Data Management @ NAU

Ask yourself:

What type(s) of data will be produced?

Thinking about the type of data and the average file size can help you plan for your data organization and storage needs (for example: image data usually require a great deal of storage space).

How much data will you collect, and at what growth rate?

Assess the potential growth rate of data for your project and plan for this growth. For example, are you gathering data by hand or using sophisticated instrumentation that is able to capture a lot of data at once? Will larger amounts of data be collected as the project progresses?

Remember that you can request funding for data management when you write your grant -- so request enough funding to pay for data storage for the life of the project and beyond, if necessary.

Will the data change frequently?

If your dataset undergoes frequent changes, you should implement a "versioning system" to keep track of which file contains the latest iteration of your data, and to help remember how various versions differ.

  • To distinguish between versions:
    • Implement a systematic naming convention for your files.
    • Decide in advance how many versions should be kept -- identify and keep versions that qualify as "milestones" for your dataset.
    • Keep the milestone versions and your current/master version in one location, in order to track how many versions exist at any one point in time.
  • GoogleDocs contains simple versioning control; for more extensive versioning control try a program such as Subversion.

For more information about version control, please see the UK Data Archive's Version Control & Authenticity.

How can you structure data and name files to facilitate both your own analysis and future data sharing?

If you know in advance what statistical tests or software you want to use to analyze your data, this might affect how you decide to structure the data you record.
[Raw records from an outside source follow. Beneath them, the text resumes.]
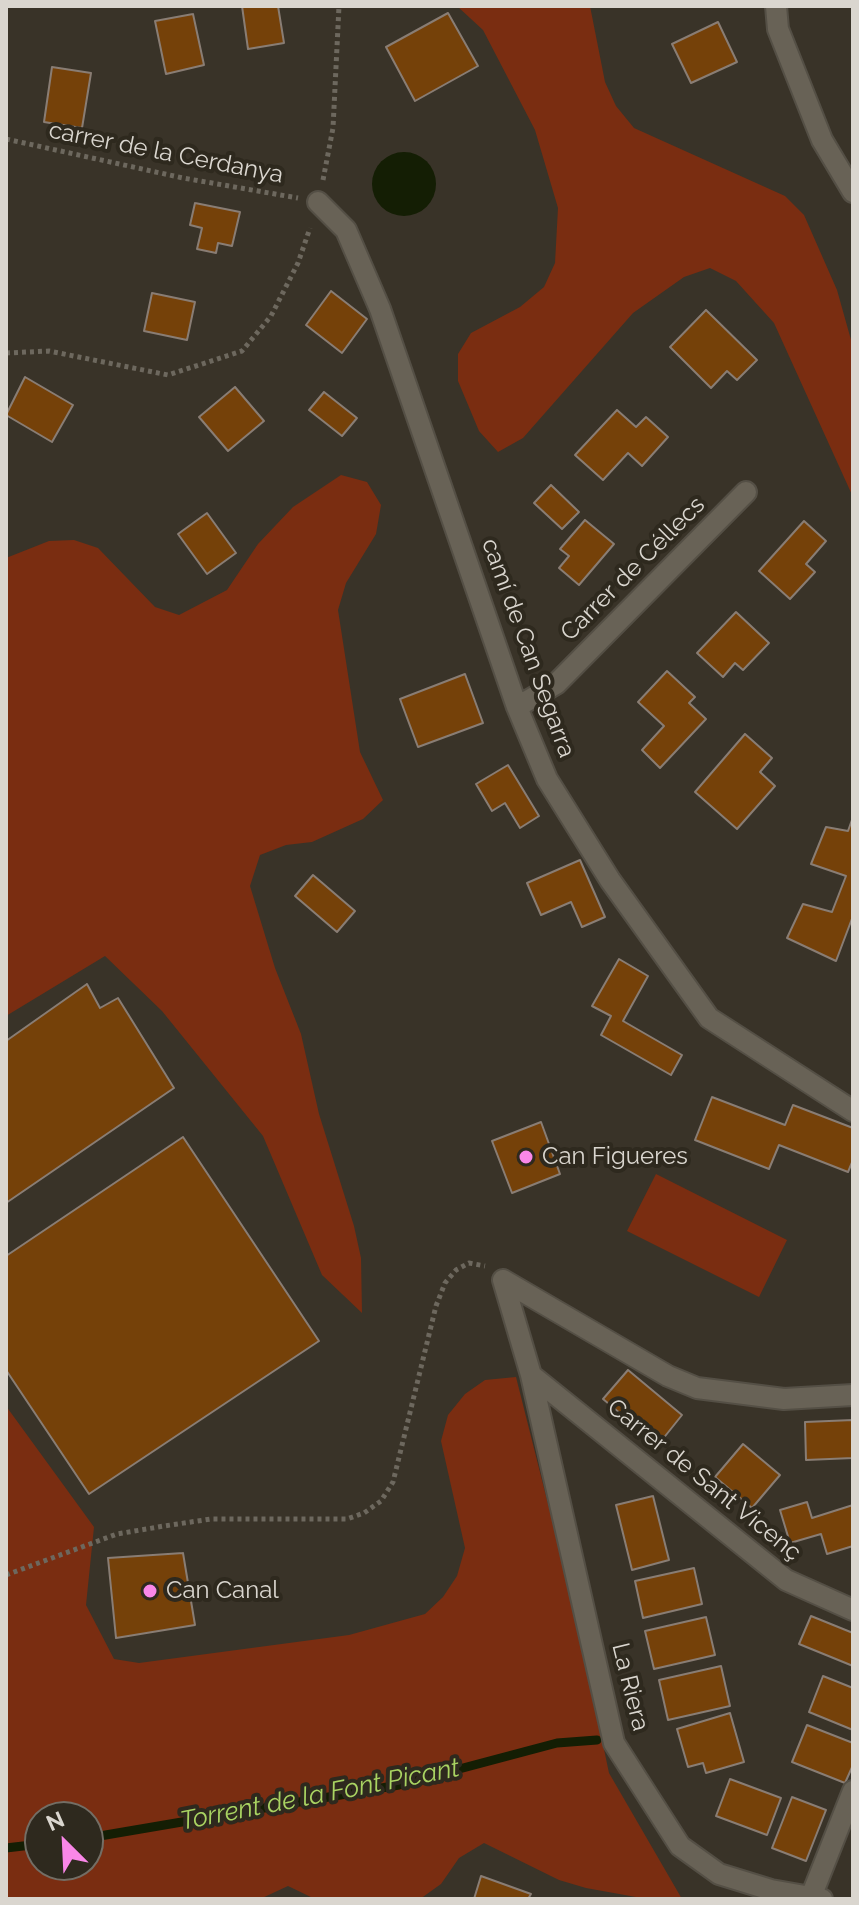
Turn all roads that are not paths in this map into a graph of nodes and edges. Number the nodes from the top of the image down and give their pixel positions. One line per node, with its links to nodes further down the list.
1 (776, 6): 2 (street)
2 (853, 192)
3 (318, 202): 5 (street, camí de Can Segarra)
4 (746, 492): 5 (street, Carrer de Céllecs)
5 (517, 707): 6 (street, camí de Can Segarra)
6 (853, 1111)
7 (531, 1375): 8 (street, La Riera); 9 (street, Carrer de Sant Vicenç); 11 (street, La Riera)
8 (853, 1395)
9 (853, 1610)
10 (853, 1791): 12 (street)
11 (771, 1890): 12 (street, La Riera); 13 (street)
12 (817, 1898)
13 (751, 1899)

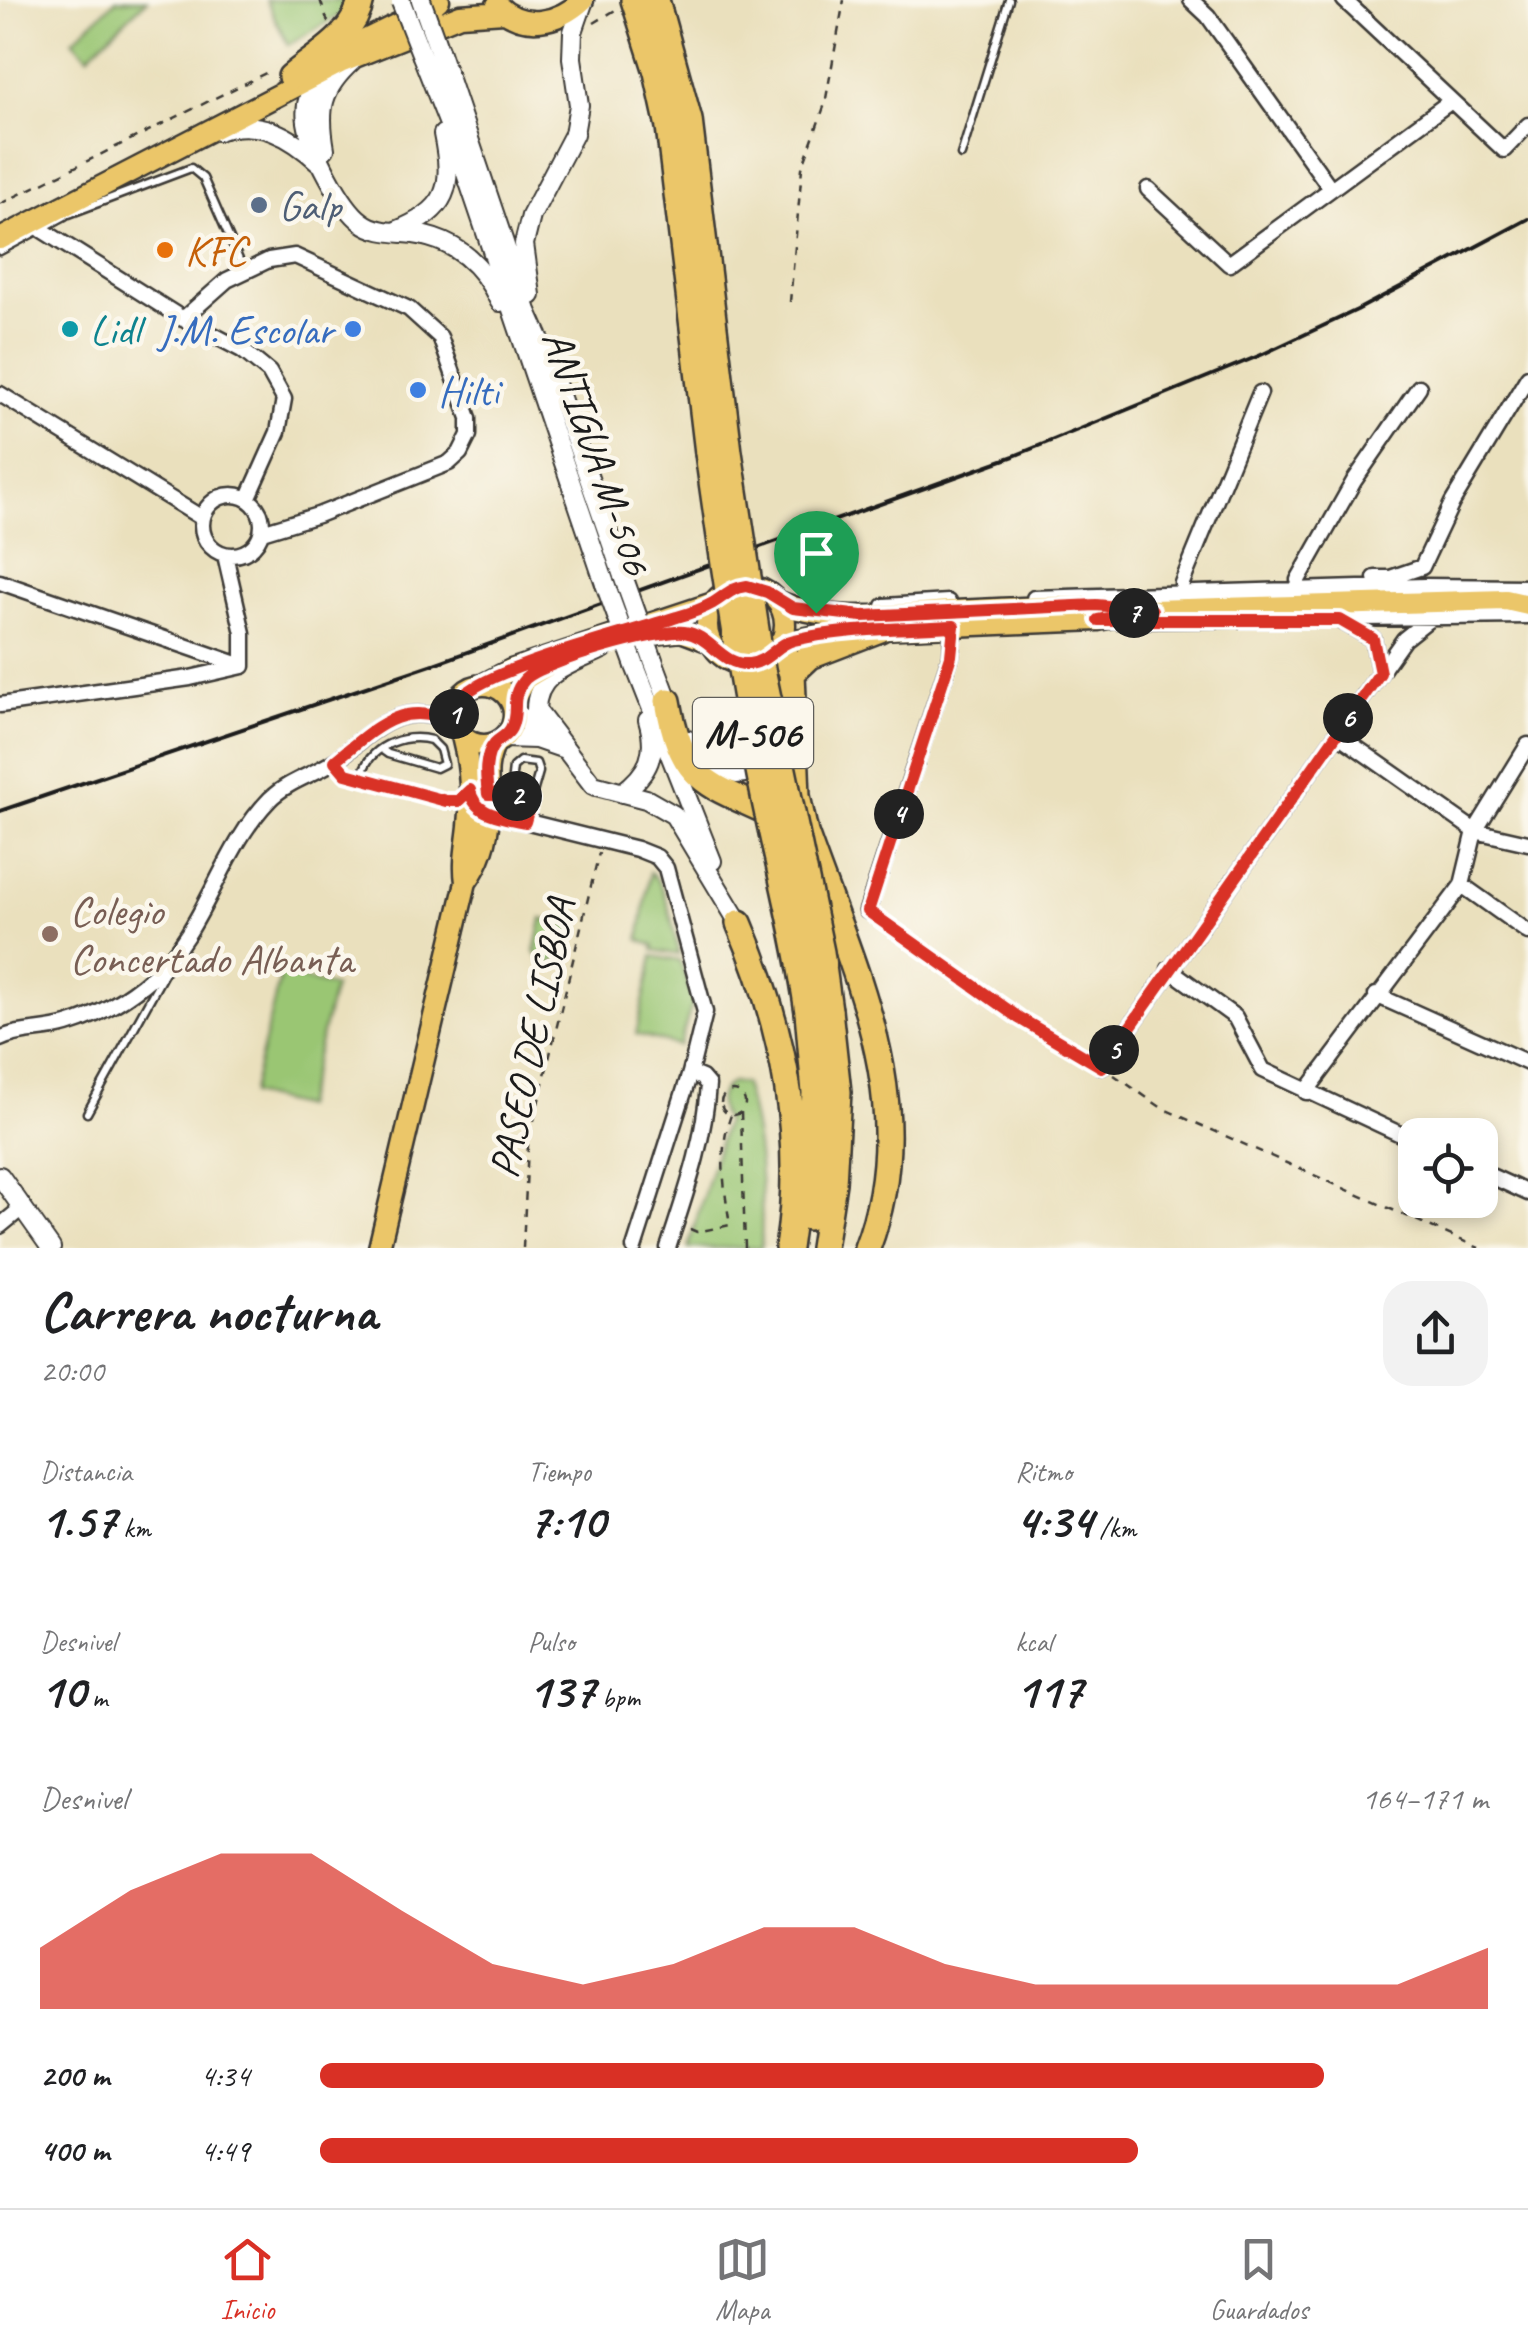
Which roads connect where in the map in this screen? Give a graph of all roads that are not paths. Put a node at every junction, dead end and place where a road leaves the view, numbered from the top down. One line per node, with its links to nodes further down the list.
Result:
1 (361, 0): 14 (highway)
2 (421, 0): 12 (street, ANTIGUA M-506, bridge)
3 (440, 0): 13 (main road)
4 (584, 0): 9 (main road); 30 (street)
5 (1009, 0): 18 (lane)
6 (1191, 0): 21 (street)
7 (1344, 0): 15 (street)
8 (401, 1): 12 (street, ANTIGUA M-506, bridge)
9 (499, 6): 11 (main road)
10 (642, 8): 93 (highway, M-506, bridge)
11 (357, 57): 13 (main road); 19 (street)
12 (429, 58): 25 (street); 30 (street, ANTIGUA M-506); 31 (street, ANTIGUA M-506)
13 (324, 65): 14 (main road); 17 (main road); 19 (street)
14 (286, 71): 23 (main road)
15 (1451, 102): 16 (street); 21 (street)
16 (1528, 125)
17 (184, 142): 19 (street); 22 (lane); 26 (main road)
18 (962, 155)
19 (326, 170): 25 (street)
20 (1148, 189): 21 (street)
21 (1331, 189)
22 (67, 215): 24 (lane); 28 (lane)
23 (0, 226)
24 (42, 230): 27 (lane); 29 (street)
25 (391, 233): 31 (street)
26 (0, 239)
27 (0, 250)
28 (244, 272): 29 (street); 38 (street)
29 (183, 319): 36 (street)
30 (544, 348): 62 (street, ANTIGUA M-506, bridge)
31 (524, 352): 62 (street, ANTIGUA M-506, bridge)
32 (1528, 377): 40 (street)
33 (1419, 388): 41 (street)
34 (1260, 393): 43 (street)
35 (0, 394): 37 (street)
36 (248, 500): 37 (street); 38 (street)
37 (202, 518): 39 (street)
38 (262, 532): 39 (street)
39 (225, 555): 64 (street)
40 (1422, 567): 41 (street); 44 (street)
41 (1298, 580): 43 (street)
42 (0, 582): 64 (street)
43 (1182, 583): 46 (street)
44 (1425, 586): 45 (street); 46 (street)
45 (1528, 590): 47 (main road)
46 (1017, 599): 52 (street)
47 (1506, 600): 50 (main road); 51 (main road)
48 (777, 601): 49 (main road); 52 (main road); 60 (main road)
49 (713, 602): 59 (main road); 67 (main road)
50 (1528, 605)
51 (1152, 610): 52 (main road); 55 (main road)
52 (816, 613)
53 (1433, 616): 54 (street); 56 (street); 66 (street)
54 (1528, 616)
55 (1098, 620): 56 (street); 57 (main road)
56 (1340, 620): 66 (street)
57 (954, 626): 58 (main road); 87 (street)
58 (880, 630): 60 (main road); 65 (highway)
59 (710, 642): 61 (main road); 63 (main road)
60 (780, 644): 63 (main road); 65 (highway)
61 (603, 649): 70 (main road); 74 (street)
62 (644, 663): 68 (street); 79 (street); 88 (street, ANTIGUA M-506)
63 (743, 664): 68 (street)
64 (244, 666): 69 (street)
65 (792, 673): 84 (highway)
66 (1380, 673): 72 (street)
67 (484, 684): 70 (main road); 71 (main road)
68 (668, 701): 84 (highway)
69 (0, 705)
70 (513, 707): 73 (main road); 74 (street)
71 (459, 731): 73 (main road); 77 (street); 80 (main road)
72 (1338, 734): 83 (street); 91 (street)
73 (500, 741): 74 (street); 80 (main road)
74 (559, 742): 79 (street)
75 (1528, 745): 83 (street)
76 (381, 749): 76 (lane); 78 (lane)
77 (335, 761): 78 (lane); 90 (street)
78 (362, 778): 80 (lane)
79 (622, 792): 88 (street)
80 (486, 798): 81 (lane); 81 (lane); 82 (street); 107 (main road)
81 (531, 800): 82 (lane)
82 (525, 822): 97 (street)
83 (1475, 830): 85 (street); 86 (street)
84 (805, 834): 113 (highway)
85 (1528, 844)
86 (1462, 885): 89 (street); 92 (street)
87 (868, 911)
88 (739, 923): 110 (highway)
89 (1528, 932)
90 (172, 956): 94 (street); 99 (lane)
91 (1169, 969): 96 (street); 98 (street)
92 (1376, 995): 95 (street); 98 (street)
93 (818, 1011): 111 (highway, M-506); 112 (highway, M-506)
94 (0, 1039)
95 (1528, 1063)
96 (1102, 1067)
97 (690, 1073): 108 (street); 109 (street)
98 (1306, 1092): 100 (street)
99 (87, 1113)
100 (1398, 1133)
101 (0, 1176): 104 (street)
102 (1498, 1179): 103 (street)
103 (1528, 1193)
104 (22, 1208): 105 (street); 106 (street)
105 (0, 1226)
106 (52, 1248)
107 (379, 1248)
108 (634, 1248)
109 (668, 1248)
110 (788, 1248)
111 (801, 1248)
112 (823, 1248)
113 (867, 1248)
Similarly, if you choose a data repository for data sharing before you start the project, then you can structure the data in a format accepted by the repository (this will enable you to easily share data after the project without spending time re-formatting or re-restructuring the data).

How long should your data be retained? (e.g. 3-5 years, 10-20 years, permanently)

Not all data needs to be retained indefinitely. Figure out what's important to keep, make sure your plan for those datasets is solid and compliant with funder or journal requirements.

 

Recommendations are based on the MIT Libraries Data Management Guide about evaluating your data needs.

Need funding for data management?

When creating your data management plan, be sure to include estimates for data sharing.  

Both the NIH and the NSF allow you to include line-item requests for resources to support your data management plans.

*NIH: see "Funds for data sharing"

*NSF: see "Other direct costs -- Publication/Documentation/Dissemination" (Grant Proposal Guide, Chapter II.C.g(vi)(b)

Need to submit supplemental data with a publication?

Joint Data Archiving Policy (JDAP)

Some journals now require authors to archive the data required to support the claims made in their publication. In order to coordinate their requirements, many of these journals have adopted the Joint Data Archiving Policy (JDAP).

Check the journal's official website to see if the journal requires you to make supporting data publicly available.

Where to archive data?

Individual journals vary in their depositing requirements and may specify a specific repository or requirements for archived data (ie DOI).

NAU's institutional repository OpenKnowledge@NAU can be used to archive small data sets, however we do not currently provide DOIs or other permanent identifiers which some publishers/funders require. Check requirements before using OpenKnowledge@NAU.

You can find other data repositories through the Registry of Research Data Repositories or by looking at your publisher's/funder's recommended repository lists.